Pointing to initiatives such as Green Mela, which will see steps taken to reduce waste and increase recycling and composting, Breige is quick to stress the festival’s diversity goes beyond the ever-increasing range of ethnic and national groups involved in organising it.

“I’ve had friends who say they want to go to the Mela but they see it as exclusively for minorities,” she says. “In fact, it’s the opposite.
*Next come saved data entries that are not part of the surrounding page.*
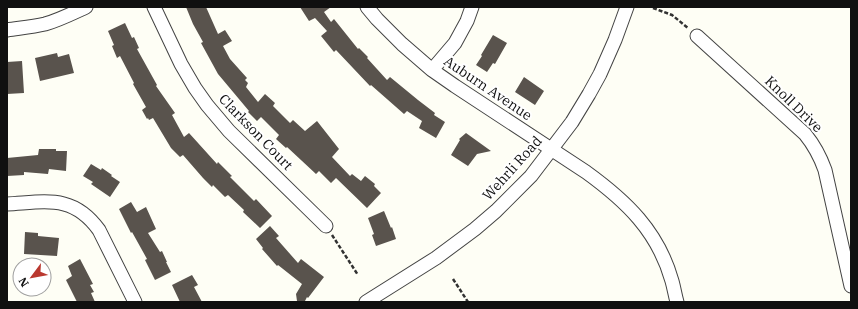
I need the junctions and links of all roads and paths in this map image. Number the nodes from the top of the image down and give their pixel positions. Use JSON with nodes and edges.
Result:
{"nodes":[{"id":1,"x":86,"y":7,"type":"edge"},
{"id":2,"x":154,"y":7,"type":"edge"},
{"id":3,"x":366,"y":7,"type":"edge"},
{"id":4,"x":472,"y":7,"type":"edge"},
{"id":5,"x":627,"y":7,"type":"edge"},
{"id":6,"x":653,"y":8,"type":"dead end"},
{"id":7,"x":7,"y":30,"type":"edge"},
{"id":8,"x":698,"y":36,"type":"joint"},
{"id":9,"x":432,"y":70,"type":"junction"},
{"id":10,"x":551,"y":150,"type":"junction"},
{"id":11,"x":7,"y":204,"type":"edge"},
{"id":12,"x":326,"y":226,"type":"joint"},
{"id":13,"x":847,"y":251,"type":"edge"},
{"id":14,"x":358,"y":275,"type":"dead end"},
{"id":15,"x":453,"y":279,"type":"dead end"},
{"id":16,"x":851,"y":286,"type":"edge"},
{"id":17,"x":135,"y":302,"type":"edge"},
{"id":18,"x":366,"y":302,"type":"edge"},
{"id":19,"x":468,"y":302,"type":"edge"},
{"id":20,"x":677,"y":302,"type":"edge"}],
"edges":[{"from":1,"to":7,"type":"street"},
{"from":2,"to":12,"type":"street","name":"Clarkson Court"},
{"from":3,"to":9,"type":"street","name":"Auburn Avenue"},
{"from":4,"to":9,"type":"street"},
{"from":5,"to":10,"type":"street","name":"Wehrli Road"},
{"from":6,"to":8,"type":"path"},
{"from":8,"to":13,"type":"street","name":"Knoll Drive"},
{"from":9,"to":10,"type":"street","name":"Auburn Avenue"},
{"from":10,"to":18,"type":"street","name":"Wehrli Road"},
{"from":10,"to":20,"type":"street","name":"Auburn Avenue"},
{"from":11,"to":17,"type":"street"},
{"from":12,"to":14,"type":"path"},
{"from":13,"to":16,"type":"street","name":"Knoll Drive"},
{"from":15,"to":19,"type":"path"}]}
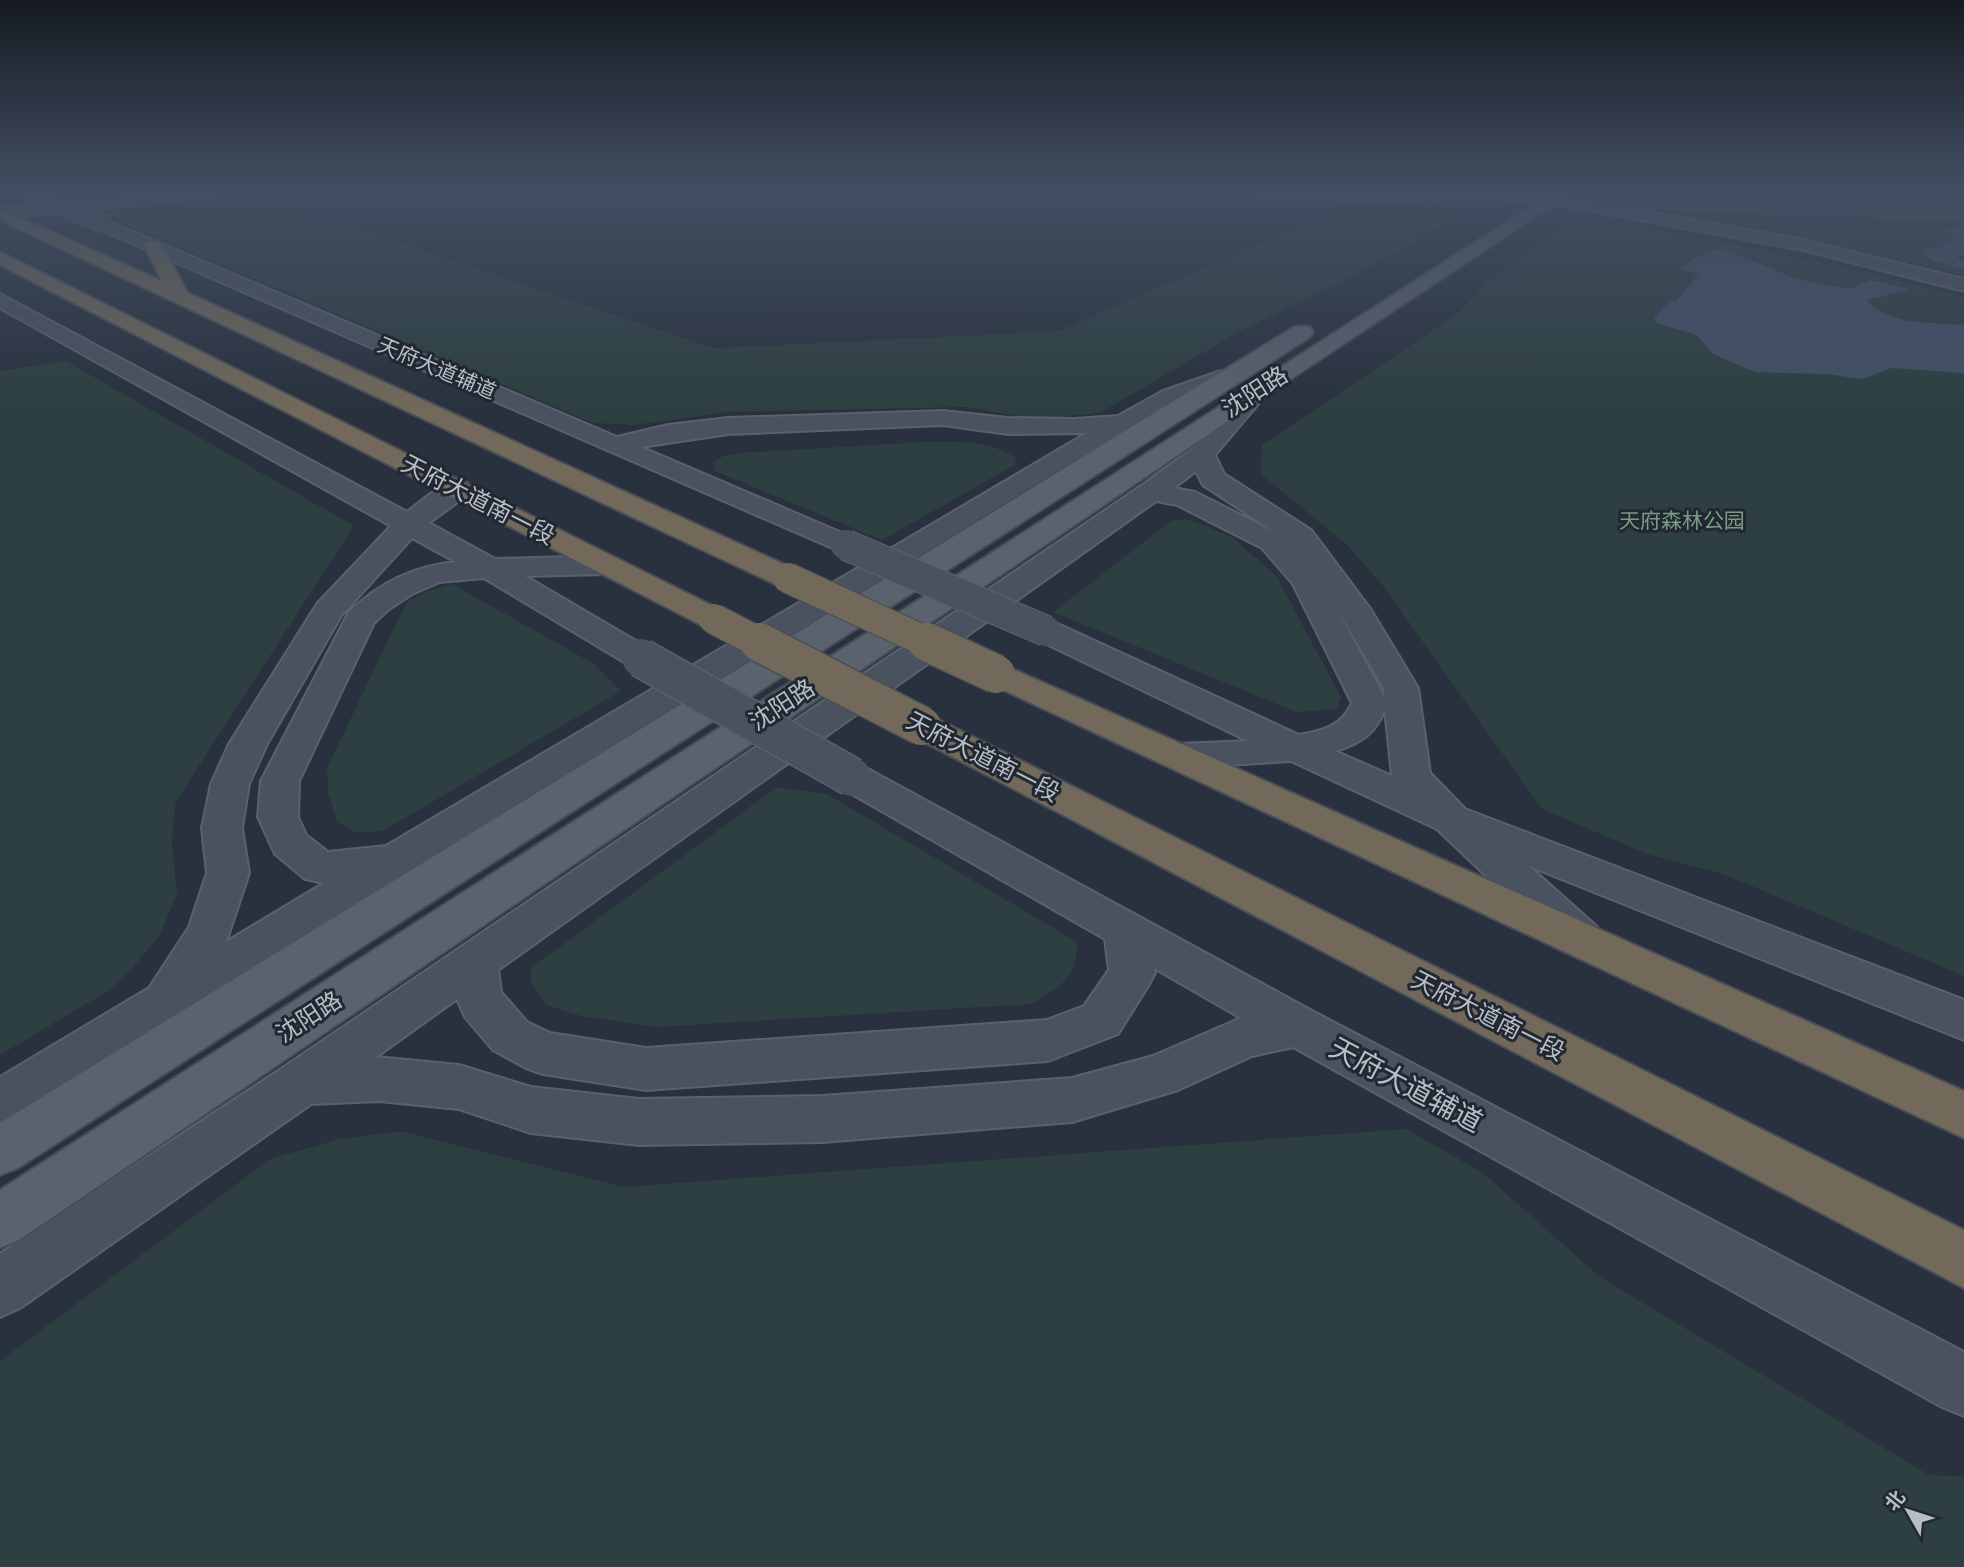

It’s for all.”

That feeling is shared by Eugene Madiro, 18, from Harare in Zimbabwe, who lives in north Edinburgh and will perform at this year’s Mela with G-Code, a Capital-based group of rappers, singers and breakdancers.

At times put off by the hostility and detachment of the residents he encountered when he first arrived in Edinburgh three years ago, Eugene says the Mela expresses a growing sense of togetherness in the city.

“There was a time when I used to feel excluded,” he says. “I did not feel comfortable. In Zimbabwe you see people just talking to anyone but here it’s not like that. People are not that sociable. There were times when people used racist words to me as well.

“But the Mela helps bring everyone together. You entertain people and through that entertainment people will find something they can share.”

He adds: “As long as it’s all fun, it does not matter where you are from.”

n The Edinburgh Mela is at Leith Links from August 31 until September 2. A day pass costs £3, although entry is free for children aged 12 and under.